To stop the non-compliant farmers, America sprays farmers’ cocoa fields with herbicides that kill not only the cocoa plants but also other plants as well. The problem is that these herbicides kill important vegetation for a balanced ecosystem. The chemicals kill wild plants and animals, contaminate the environment, and have negative effects on the individuals who work in the fields. “Peasants have come to hate the planes,” and America as well.

Many farmers grow cocoa deep into the Amazon Rain Forest to avoid being found or having their fields sprayed by the American planes. To get their product (large bags of cocoa powder) to market, they must saddle a donkey or two and walk them through miles of forest and roads to reach the market. This would be impossible to do with bananas or any other fruit or vegetable. Growing legal crops often does not produce the needed capital to survive, and strictly because of cocaine’s illegality that farmers get so much money for growing it. 

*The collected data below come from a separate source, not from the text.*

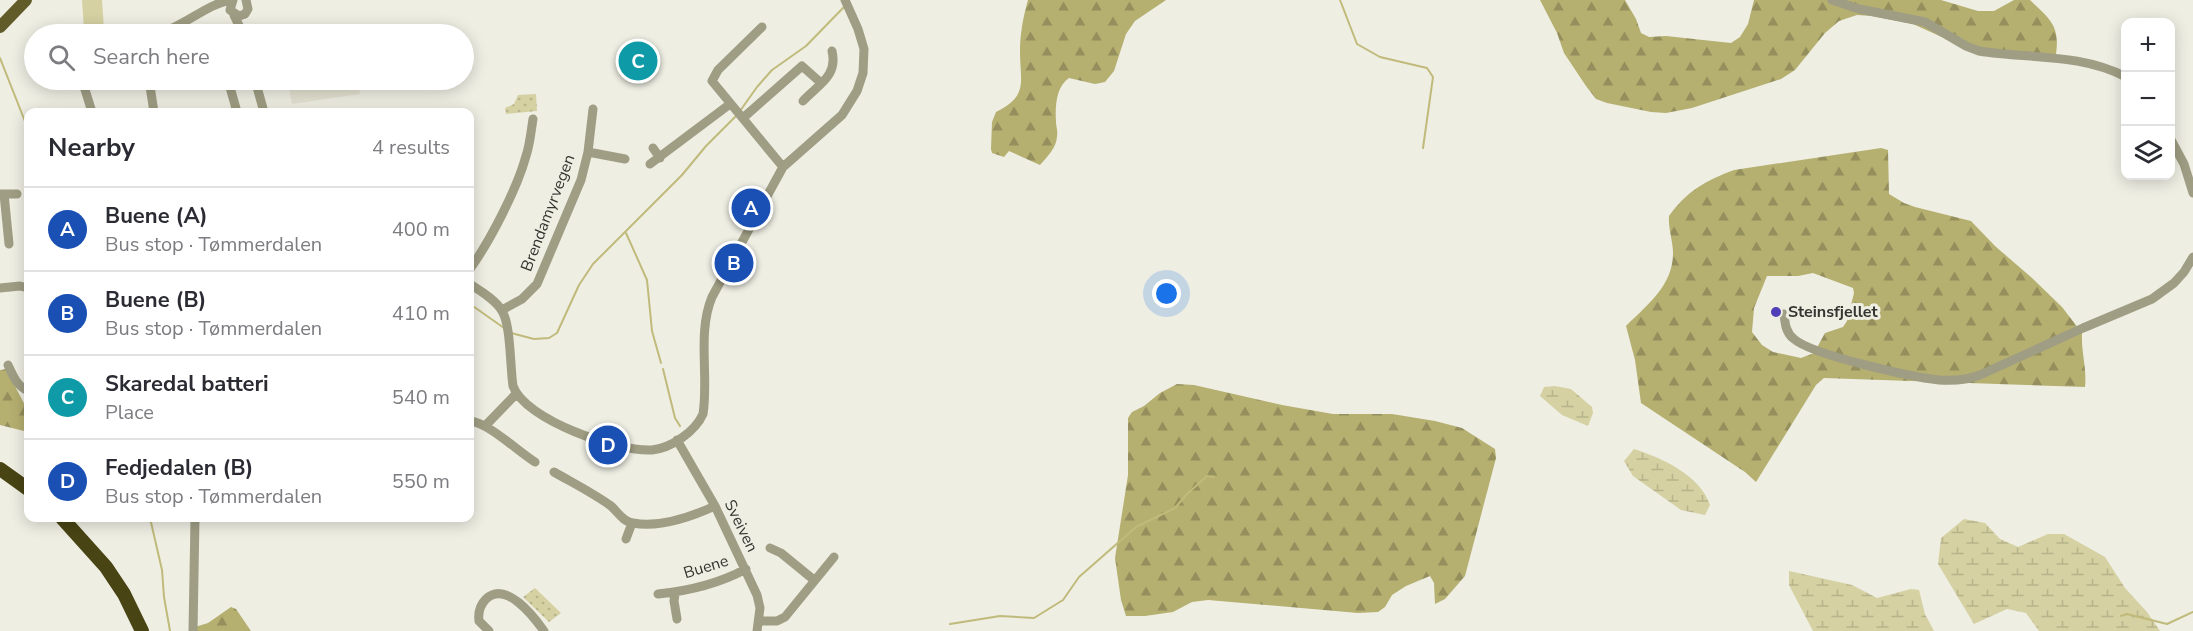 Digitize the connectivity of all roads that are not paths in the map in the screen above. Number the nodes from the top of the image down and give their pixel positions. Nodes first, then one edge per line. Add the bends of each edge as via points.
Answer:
1 (26, 0) edge
2 (232, 0) edge
3 (246, 0) edge
4 (845, 0) edge
5 (1832, 0) edge
6 (210, 8) junction
7 (233, 14) junction
8 (245, 14) junction
9 (181, 24) edge
10 (239, 24) edge
11 (245, 24) edge
12 (0, 27) edge
13 (762, 27) dead end
14 (832, 51) dead end
15 (2121, 74) edge
16 (820, 82) junction
17 (85, 90) edge
18 (150, 90) edge
19 (231, 90) edge
20 (258, 90) edge
21 (803, 101) dead end
22 (730, 104) junction
23 (91, 108) edge
24 (153, 108) edge
25 (236, 108) edge
26 (263, 108) edge
27 (593, 109) dead end
28 (743, 118) junction
29 (533, 119) dead end
30 (2175, 147) edge
31 (653, 148) dead end
32 (588, 152) junction
33 (660, 158) junction
34 (625, 159) dead end
35 (650, 164) dead end
36 (783, 167) junction
37 (2193, 193) edge
38 (2, 194) edge
39 (17, 194) dead end
40 (9, 244) dead end
41 (2193, 257) edge
42 (474, 263) edge
43 (24, 287) edge
44 (474, 287) edge
45 (0, 288) edge
46 (502, 310) junction
47 (1784, 314) dead end
48 (8, 365) dead end
49 (24, 389) edge
50 (516, 394) junction
51 (474, 422) edge
52 (486, 425) junction
53 (677, 440) junction
54 (535, 462) dead end
55 (0, 470) edge
56 (554, 472) dead end
57 (24, 486) edge
58 (715, 506) junction
59 (66, 522) edge
60 (195, 522) edge
61 (632, 523) junction
62 (626, 538) dead end
63 (86, 545) junction
64 (770, 548) dead end
65 (834, 557) dead end
66 (746, 569) junction
67 (814, 580) junction
68 (658, 594) dead end
69 (675, 594) junction
70 (677, 619) dead end
71 (759, 626) edge
72 (134, 631) edge
73 (142, 631) edge
74 (194, 631) edge
75 (489, 631) edge
76 (544, 631) edge

1 - 12 main road
2 - 6 street
2 - 7 street
3 - 8 street via 249,7
4 - 36 street via 864,49 857,91 842,115
5 - 15 street via 1925,22 1979,51 2087,62
6 - 7 street
6 - 9 street
7 - 8 street
7 - 10 street
8 - 11 street
13 - 22 street via 713,76 713,84
14 - 16 street via 833,71
16 - 21 street
16 - 28 street via 802,66
17 - 23 street
18 - 24 street
19 - 25 street
20 - 26 street
22 - 28 street
22 - 33 street
27 - 32 street, Brendamyrvegen
28 - 36 street
29 - 42 street via 527,155 517,180
30 - 37 street
31 - 33 street
32 - 34 street
32 - 46 street, Brendamyrvegen via 581,180 537,284 522,299
33 - 35 street
36 - 53 street via 708,308 703,414 696,426
38 - 39 street
38 - 40 street
41 - 47 street via 2174,283 2152,299 1964,379 1928,378 1817,352 1795,341 1785,325
43 - 45 street
44 - 46 street
46 - 50 street
48 - 49 street
50 - 52 street
50 - 53 street via 568,429 597,440 650,450
51 - 52 street
52 - 54 street
53 - 58 street, Sveiven
55 - 57 highway
56 - 61 street
58 - 61 street via 697,515 668,521
58 - 66 street, Sveiven
59 - 63 highway
60 - 74 street
61 - 62 street
63 - 72 highway
63 - 73 highway via 114,580
64 - 67 street
65 - 67 street
66 - 69 street, Buene via 721,581
66 - 71 street, Sveiven via 760,608
67 - 71 street via 784,616
68 - 69 street, Buene
69 - 70 street, Buene
75 - 76 street via 479,621 480,610 483,602 497,594 518,602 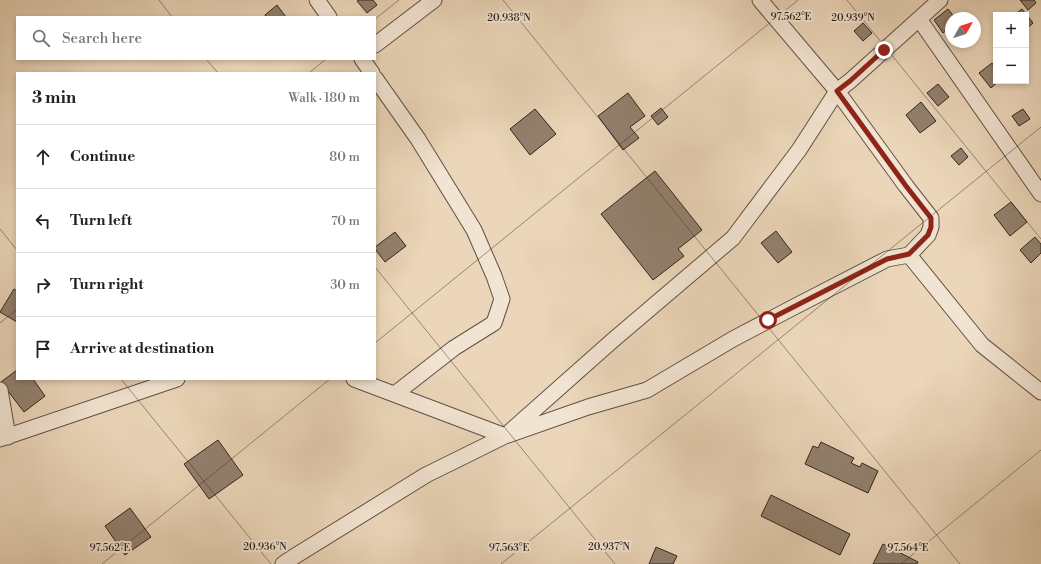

One of the largest problems is that after the American military sprays the cocoa fields, farmers do not stop the activity. They simply etch out another notch in the Amazon Rainforest and grow there. After a while, those fields will be sprayed as well. This creates a deadly cycle of deforestation and environmental degradation. 

Still, just like in America, which busts individual dealers, leaving the entire drug hierarchy in place, every time the government stops a farm from growing cocoa, it just makes it more profitable for those who do grow it. 

In fact, the Bush administration admits “that after spraying, the amount of cocoa cultivation increased. Increased by 25 percent last year, says the C.I.A.”  The tactics being used by America to fight the War on Drugs have only increased the use, cultivation, and distribution of both foreign and domestic. American citizens are paying billions in tax dollars so that drug use, abuse, cultivation, and trafficking can become more widely used, spread further, and become more profitable.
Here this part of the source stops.